● **Task brief**
Print the data below verbatim, minus images.

● **Data for analysis**
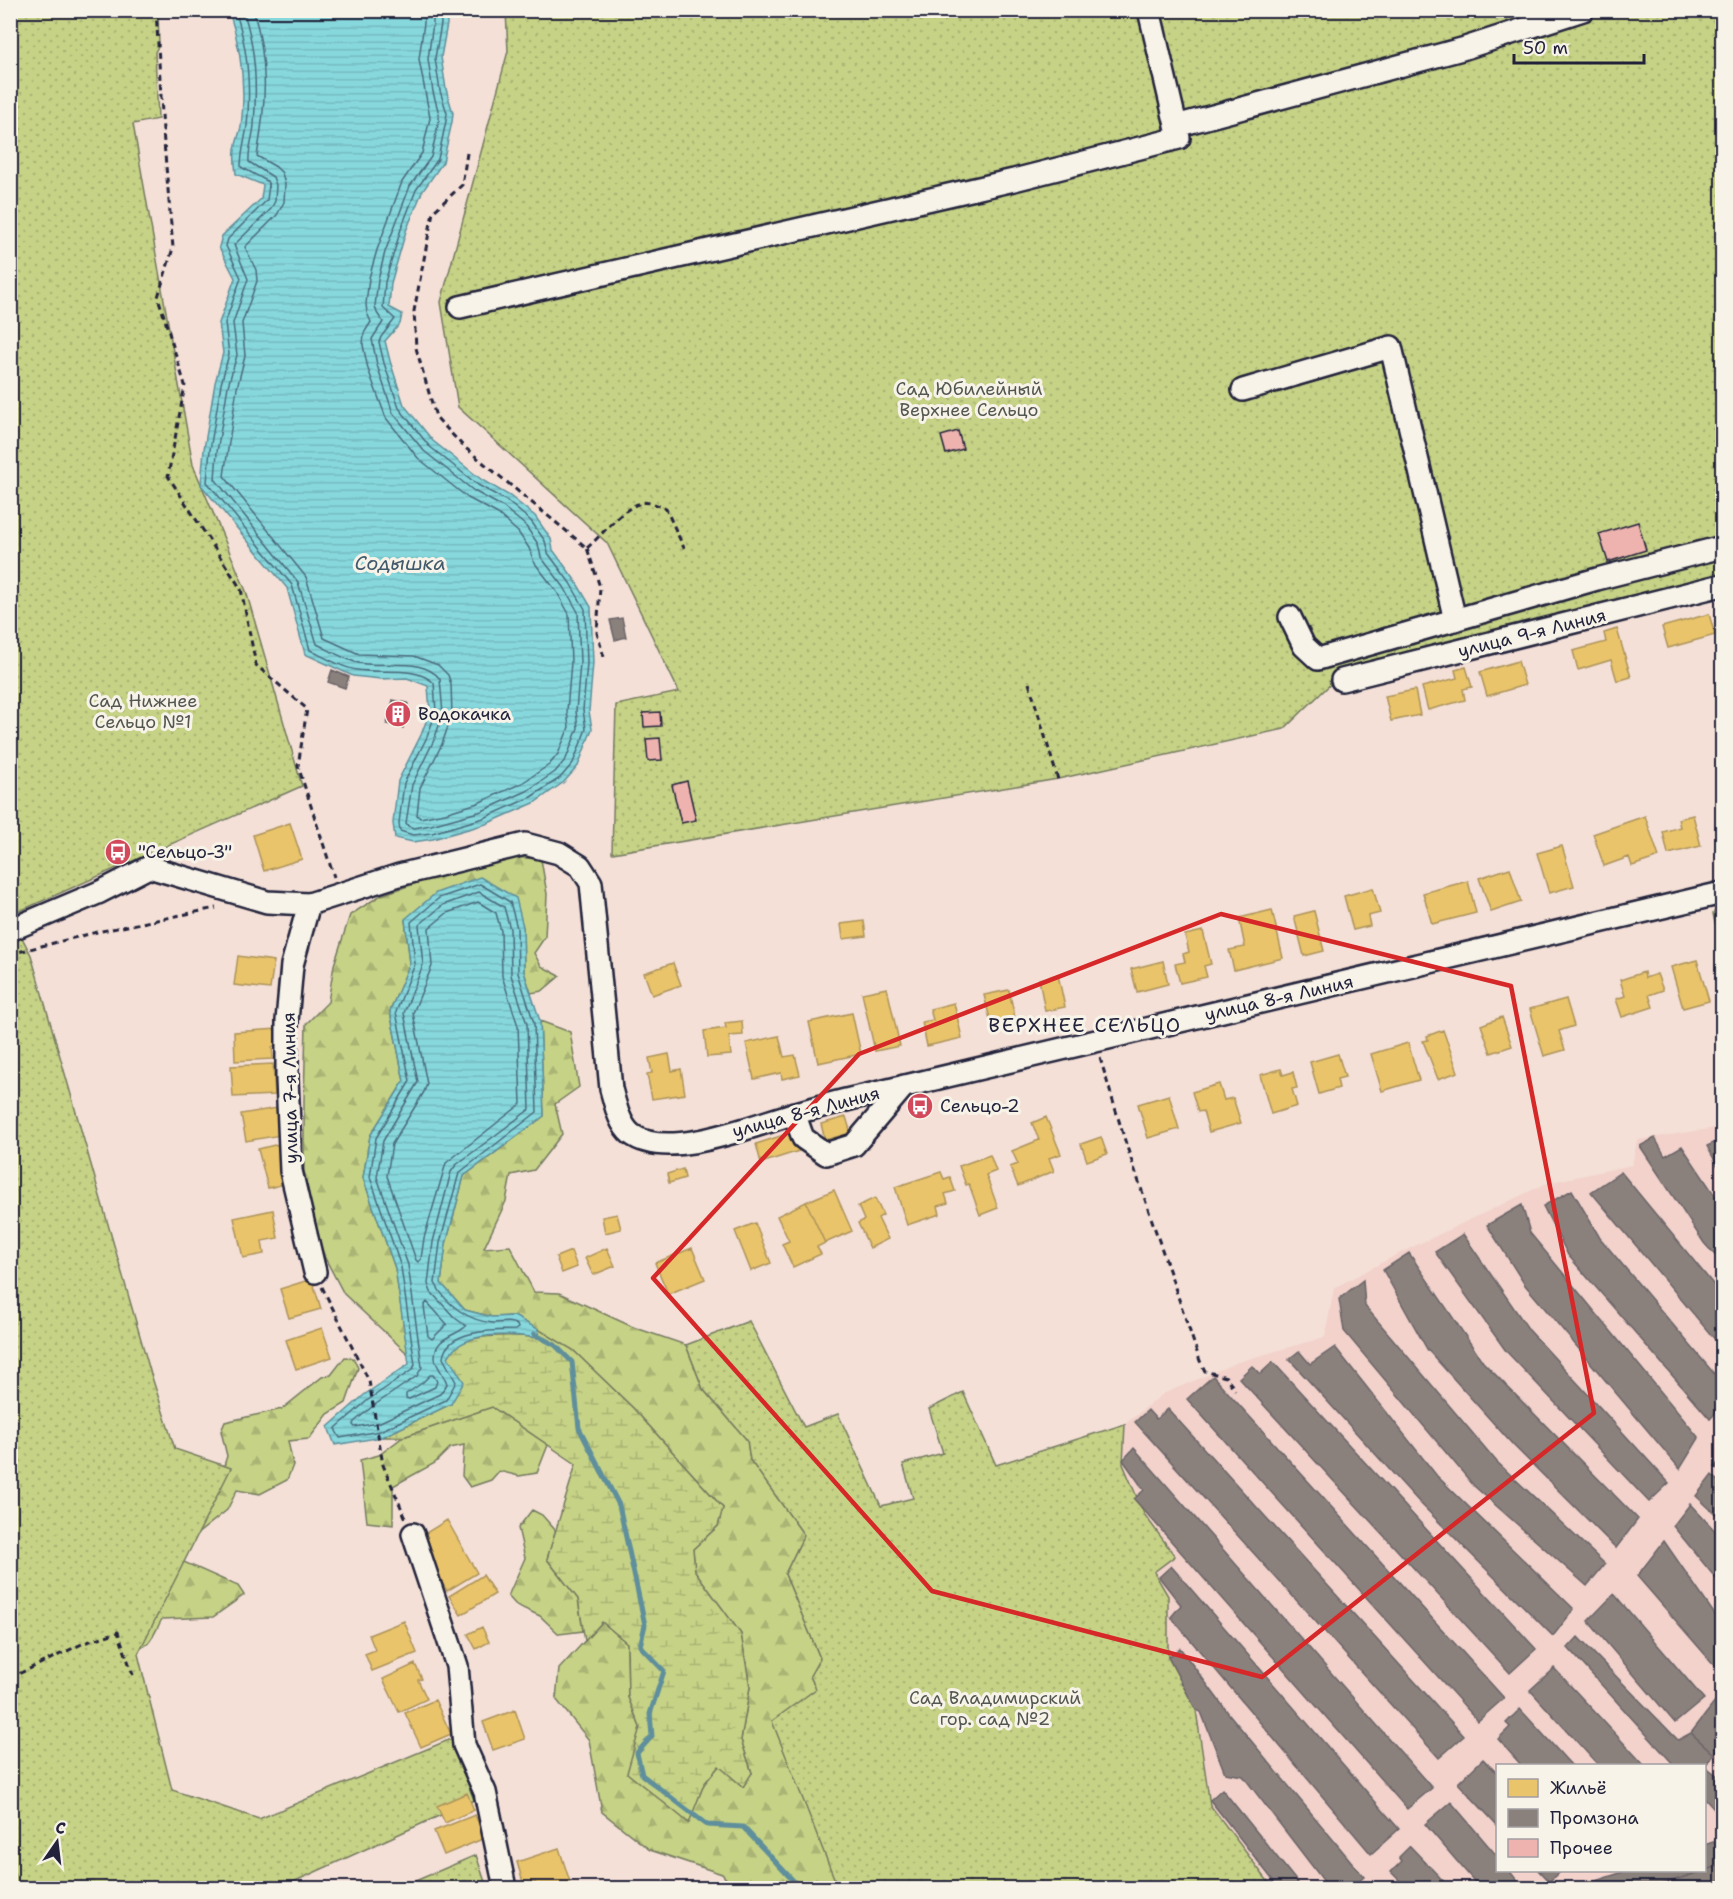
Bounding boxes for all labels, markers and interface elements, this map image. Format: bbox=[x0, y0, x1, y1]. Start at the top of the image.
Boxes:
scale bar bbox=[1514, 27, 1644, 65]
text: 50 m bbox=[1523, 36, 1568, 60]
park label: Сад Юбилейный Верхнее Сельцо bbox=[896, 377, 1043, 422]
water label: Содышка bbox=[354, 550, 446, 576]
street label: улица 9-я Линия bbox=[1455, 603, 1609, 663]
park label: Сад Нижнее Сельцо №1 bbox=[88, 689, 198, 734]
building icon: Водокачка bbox=[383, 699, 413, 729]
place label: Водокачка bbox=[418, 702, 511, 726]
bus stop icon: "Сельцо-3" bbox=[103, 837, 133, 867]
place label: "Сельцо-3" bbox=[138, 840, 232, 864]
street label: улица 8-я Линия bbox=[1202, 969, 1356, 1027]
street label: улица 7-я Линия bbox=[277, 1012, 303, 1164]
district label: ВЕРХНЕЕ СЕЛЬЦО bbox=[988, 1012, 1182, 1038]
street label: улица 8-я Линия bbox=[730, 1081, 882, 1143]
bus stop icon: Сельцо-2 bbox=[905, 1091, 935, 1121]
place label: Сельцо-2 bbox=[940, 1094, 1020, 1118]
park label: Сад Владимирский гор. сад №2 bbox=[909, 1686, 1081, 1731]
legend bbox=[1496, 1764, 1706, 1872]
text: Жильё bbox=[1550, 1776, 1607, 1800]
text: Промзона bbox=[1550, 1806, 1639, 1830]
north arrow bbox=[27, 1812, 87, 1872]
text: С bbox=[53, 1817, 68, 1839]
text: Прочее bbox=[1550, 1836, 1613, 1860]

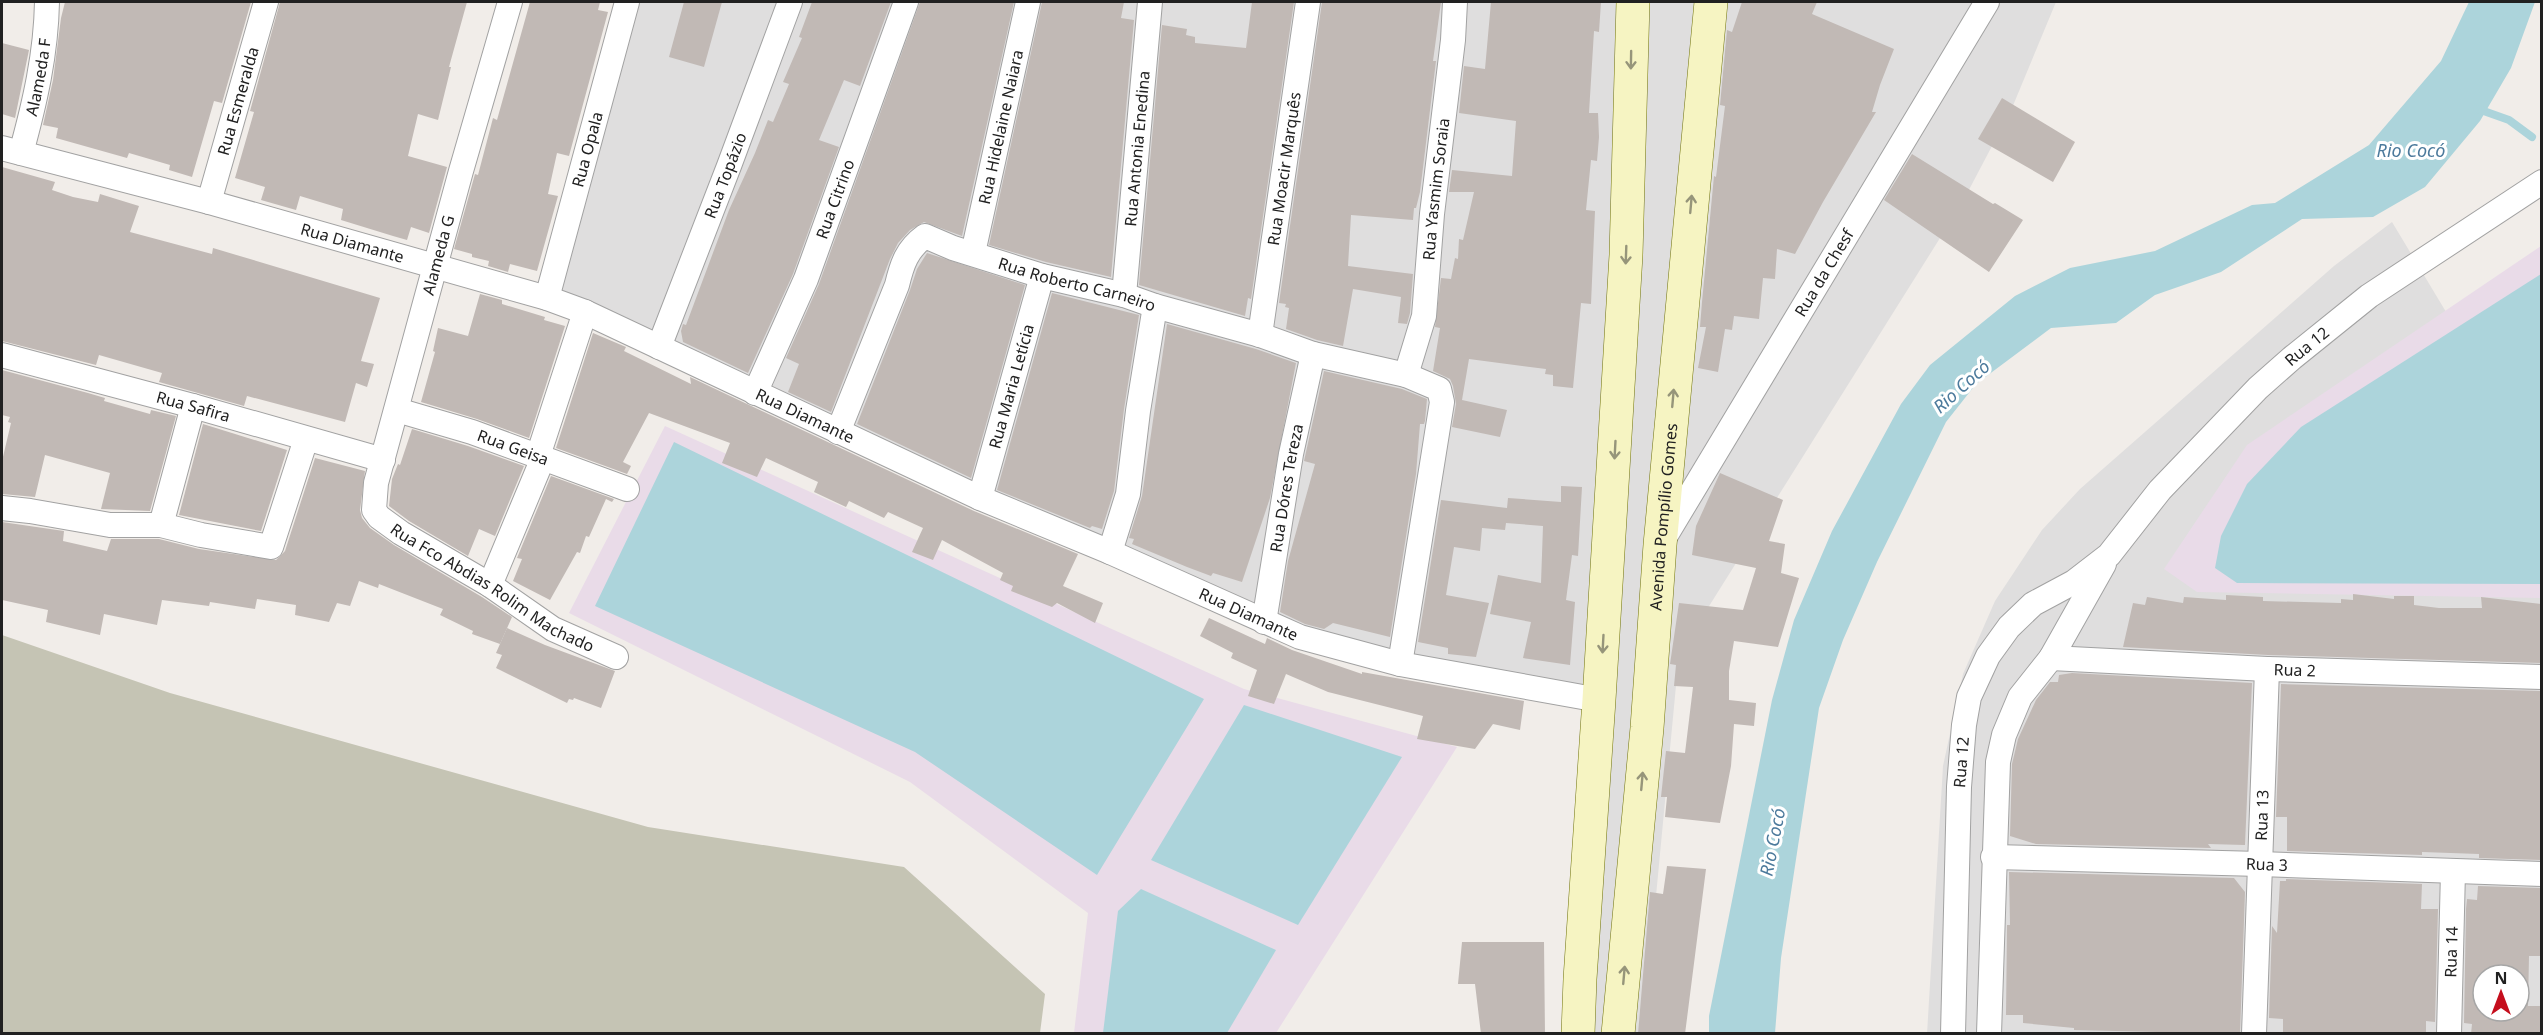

● **Answer to the problem**
Bounding boxes for all labels, markers and interface elements, this map image. Format: bbox=[x0, y0, x1, y1]. Start at the top of the image.
Boxes:
scale bar bbox=[1514, 27, 1644, 65]
text: 50 m bbox=[1523, 36, 1568, 60]
park label: Сад Юбилейный Верхнее Сельцо bbox=[896, 377, 1043, 422]
water label: Содышка bbox=[354, 550, 446, 576]
street label: улица 9-я Линия bbox=[1455, 603, 1609, 663]
park label: Сад Нижнее Сельцо №1 bbox=[88, 689, 198, 734]
building icon: Водокачка bbox=[383, 699, 413, 729]
place label: Водокачка bbox=[418, 702, 511, 726]
bus stop icon: "Сельцо-3" bbox=[103, 837, 133, 867]
place label: "Сельцо-3" bbox=[138, 840, 232, 864]
street label: улица 8-я Линия bbox=[1202, 969, 1356, 1027]
street label: улица 7-я Линия bbox=[277, 1012, 303, 1164]
district label: ВЕРХНЕЕ СЕЛЬЦО bbox=[988, 1012, 1182, 1038]
street label: улица 8-я Линия bbox=[730, 1081, 882, 1143]
bus stop icon: Сельцо-2 bbox=[905, 1091, 935, 1121]
place label: Сельцо-2 bbox=[940, 1094, 1020, 1118]
park label: Сад Владимирский гор. сад №2 bbox=[909, 1686, 1081, 1731]
legend bbox=[1496, 1764, 1706, 1872]
text: Жильё bbox=[1550, 1776, 1607, 1800]
text: Промзона bbox=[1550, 1806, 1639, 1830]
north arrow bbox=[27, 1812, 87, 1872]
text: С bbox=[53, 1817, 68, 1839]
text: Прочее bbox=[1550, 1836, 1613, 1860]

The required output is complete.